Hebrews 2:5-8

Exposition of Psalm 8: Jesus and the Destiny of Humanity

2:5 For he did not put the world to come, about which we are speaking, under the control of angels. 2:6 Instead someone testified somewhere:

What is man that you think of him or the son of man that you care for him?

2:7 You made him lower than the angels for a little while.

You crowned him with glory and honor.

2:8 You put all things under his control.

For when he put all things under his control, he left nothing outside of his control. At present we do not yet see all things under his control,


sn The phrase the world to come means “the coming inhabited earth,” using the Greek term which describes the world of people and their civilizations.

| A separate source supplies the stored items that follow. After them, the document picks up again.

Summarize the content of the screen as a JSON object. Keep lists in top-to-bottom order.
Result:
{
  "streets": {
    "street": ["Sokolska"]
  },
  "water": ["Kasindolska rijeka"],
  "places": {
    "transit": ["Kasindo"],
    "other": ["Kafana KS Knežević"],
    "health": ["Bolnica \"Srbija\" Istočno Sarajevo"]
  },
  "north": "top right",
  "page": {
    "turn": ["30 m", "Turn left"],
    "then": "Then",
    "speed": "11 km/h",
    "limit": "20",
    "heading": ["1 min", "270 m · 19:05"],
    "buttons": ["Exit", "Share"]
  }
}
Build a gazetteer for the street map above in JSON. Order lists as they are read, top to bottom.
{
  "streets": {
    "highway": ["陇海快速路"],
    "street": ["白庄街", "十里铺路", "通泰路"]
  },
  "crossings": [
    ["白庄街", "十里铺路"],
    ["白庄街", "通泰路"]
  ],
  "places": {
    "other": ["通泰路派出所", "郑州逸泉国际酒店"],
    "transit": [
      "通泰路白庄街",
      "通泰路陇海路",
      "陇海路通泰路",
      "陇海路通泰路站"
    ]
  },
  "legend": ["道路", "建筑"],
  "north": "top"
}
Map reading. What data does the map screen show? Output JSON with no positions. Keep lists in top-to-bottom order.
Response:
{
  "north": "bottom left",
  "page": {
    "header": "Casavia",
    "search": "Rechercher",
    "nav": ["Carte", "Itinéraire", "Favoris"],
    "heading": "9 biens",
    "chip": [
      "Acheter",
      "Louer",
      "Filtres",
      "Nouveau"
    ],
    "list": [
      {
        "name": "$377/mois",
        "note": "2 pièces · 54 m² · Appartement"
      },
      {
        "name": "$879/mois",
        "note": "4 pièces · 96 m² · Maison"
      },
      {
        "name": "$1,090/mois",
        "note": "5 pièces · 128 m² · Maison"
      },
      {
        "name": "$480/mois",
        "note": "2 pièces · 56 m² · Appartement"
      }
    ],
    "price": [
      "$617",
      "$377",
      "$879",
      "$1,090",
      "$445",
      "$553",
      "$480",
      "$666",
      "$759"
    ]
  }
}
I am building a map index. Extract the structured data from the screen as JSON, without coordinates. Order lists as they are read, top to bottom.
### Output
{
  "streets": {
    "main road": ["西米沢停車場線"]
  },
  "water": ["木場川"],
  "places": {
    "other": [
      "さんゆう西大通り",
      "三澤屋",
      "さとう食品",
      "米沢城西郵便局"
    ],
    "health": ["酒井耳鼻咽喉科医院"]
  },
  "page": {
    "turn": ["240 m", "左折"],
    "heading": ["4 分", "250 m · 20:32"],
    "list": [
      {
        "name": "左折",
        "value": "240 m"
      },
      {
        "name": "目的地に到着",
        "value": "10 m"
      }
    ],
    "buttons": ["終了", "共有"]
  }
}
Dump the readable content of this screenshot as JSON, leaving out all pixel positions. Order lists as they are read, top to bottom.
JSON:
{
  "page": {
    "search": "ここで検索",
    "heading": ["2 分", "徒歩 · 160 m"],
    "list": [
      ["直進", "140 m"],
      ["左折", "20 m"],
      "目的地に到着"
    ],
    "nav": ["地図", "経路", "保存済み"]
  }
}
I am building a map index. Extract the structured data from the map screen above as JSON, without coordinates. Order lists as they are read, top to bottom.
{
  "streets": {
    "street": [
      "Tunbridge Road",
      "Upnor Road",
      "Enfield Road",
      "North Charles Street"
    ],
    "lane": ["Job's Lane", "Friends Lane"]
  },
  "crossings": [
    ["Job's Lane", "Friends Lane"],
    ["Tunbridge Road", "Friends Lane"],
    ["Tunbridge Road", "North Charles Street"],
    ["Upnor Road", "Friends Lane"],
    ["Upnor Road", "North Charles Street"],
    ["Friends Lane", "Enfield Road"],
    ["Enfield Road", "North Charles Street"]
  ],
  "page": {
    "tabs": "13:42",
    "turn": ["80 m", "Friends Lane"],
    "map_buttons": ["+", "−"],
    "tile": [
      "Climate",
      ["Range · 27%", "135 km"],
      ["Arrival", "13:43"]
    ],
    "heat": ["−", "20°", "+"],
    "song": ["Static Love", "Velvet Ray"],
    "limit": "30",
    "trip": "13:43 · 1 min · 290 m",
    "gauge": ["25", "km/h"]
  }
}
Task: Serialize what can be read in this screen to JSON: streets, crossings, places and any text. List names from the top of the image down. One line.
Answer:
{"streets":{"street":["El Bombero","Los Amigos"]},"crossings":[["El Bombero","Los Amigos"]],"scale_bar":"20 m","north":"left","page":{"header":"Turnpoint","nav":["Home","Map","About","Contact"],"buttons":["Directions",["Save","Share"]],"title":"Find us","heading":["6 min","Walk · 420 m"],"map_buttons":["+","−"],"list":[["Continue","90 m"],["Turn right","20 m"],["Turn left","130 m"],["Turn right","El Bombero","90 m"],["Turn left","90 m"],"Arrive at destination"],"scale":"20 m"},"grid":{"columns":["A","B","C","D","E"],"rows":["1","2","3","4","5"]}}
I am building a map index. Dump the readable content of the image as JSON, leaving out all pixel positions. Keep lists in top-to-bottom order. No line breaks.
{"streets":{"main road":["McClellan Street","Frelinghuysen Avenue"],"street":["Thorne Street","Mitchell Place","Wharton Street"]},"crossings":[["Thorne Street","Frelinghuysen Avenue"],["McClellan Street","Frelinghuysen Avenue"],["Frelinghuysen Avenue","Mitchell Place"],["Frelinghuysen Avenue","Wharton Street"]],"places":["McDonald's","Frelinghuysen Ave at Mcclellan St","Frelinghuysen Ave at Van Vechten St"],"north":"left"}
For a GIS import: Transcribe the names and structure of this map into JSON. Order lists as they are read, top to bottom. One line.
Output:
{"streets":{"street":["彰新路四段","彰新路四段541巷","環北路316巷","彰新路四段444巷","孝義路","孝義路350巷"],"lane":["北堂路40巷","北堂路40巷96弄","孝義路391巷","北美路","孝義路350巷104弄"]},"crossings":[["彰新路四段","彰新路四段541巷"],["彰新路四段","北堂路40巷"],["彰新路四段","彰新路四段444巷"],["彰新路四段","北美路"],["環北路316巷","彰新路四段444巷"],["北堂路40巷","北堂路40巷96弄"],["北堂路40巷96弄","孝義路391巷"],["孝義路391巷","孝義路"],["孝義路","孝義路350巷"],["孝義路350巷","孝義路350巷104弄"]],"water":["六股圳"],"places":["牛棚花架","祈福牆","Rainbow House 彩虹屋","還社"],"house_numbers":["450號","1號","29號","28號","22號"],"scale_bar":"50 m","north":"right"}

sn See the previous reference to the world in Heb 1:6.

tn Grk “remember him.”

tc Several witnesses, many of them early and important (א A C D* P Ψ 0243 0278 33 1739 1881 al lat co), have at the end of v 7, “You have given him dominion over the works of your hands.” Other mss, not quite as impressive in weight, lack the words (Ì46 B D2 Ï). In spite of the impressive external evidence for the longer reading, it is most likely a scribal addition to conform the text of Hebrews to Ps 8:6 (8:7 LXX). Conformity of a NT quotation of the OT to the LXX was a routine scribal activity, and can hardly be in doubt here as to the cause of the longer reading.

tn Grk “you subjected all things under his feet.”

sn A quotation from Ps 8:4-6.

sn The expression all things under his control occurs three times in 2:8. The latter two occurrences are not exactly identical to the Greek text of Ps 8:6 quoted at the beginning of the verse, but have been adapted by the writer of Hebrews to fit his argument.